_Source data_:
· · · · ·

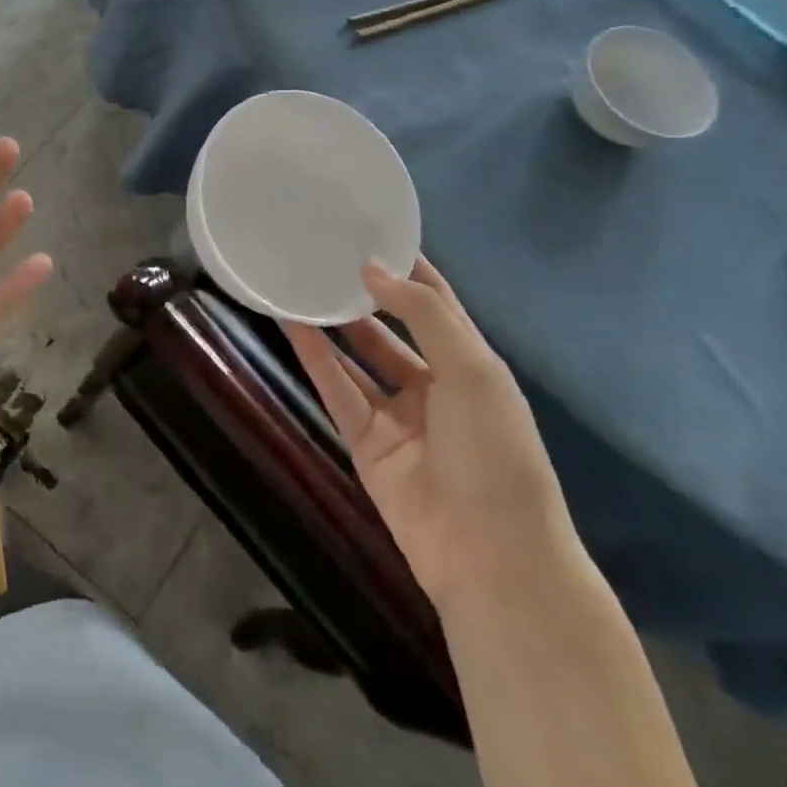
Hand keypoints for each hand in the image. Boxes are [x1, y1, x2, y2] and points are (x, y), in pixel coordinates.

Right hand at [282, 258, 585, 616]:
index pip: (436, 304)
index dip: (407, 269)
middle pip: (390, 328)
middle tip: (322, 255)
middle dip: (362, 295)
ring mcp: (397, 415)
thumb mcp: (473, 371)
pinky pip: (337, 390)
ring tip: (297, 282)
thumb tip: (371, 269)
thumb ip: (423, 315)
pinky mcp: (364, 441)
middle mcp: (434, 384)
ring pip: (356, 357)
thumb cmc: (495, 452)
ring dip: (331, 323)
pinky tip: (291, 324)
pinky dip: (315, 358)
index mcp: (471, 365)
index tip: (371, 231)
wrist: (491, 555)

· · · · ·

_The problem_:
Where a line above contains the word "index", copy that line.

_Output of the task_:
index pip: (436, 304)
index dip: (407, 269)
index mcp: (471, 365)
index tip: (371, 231)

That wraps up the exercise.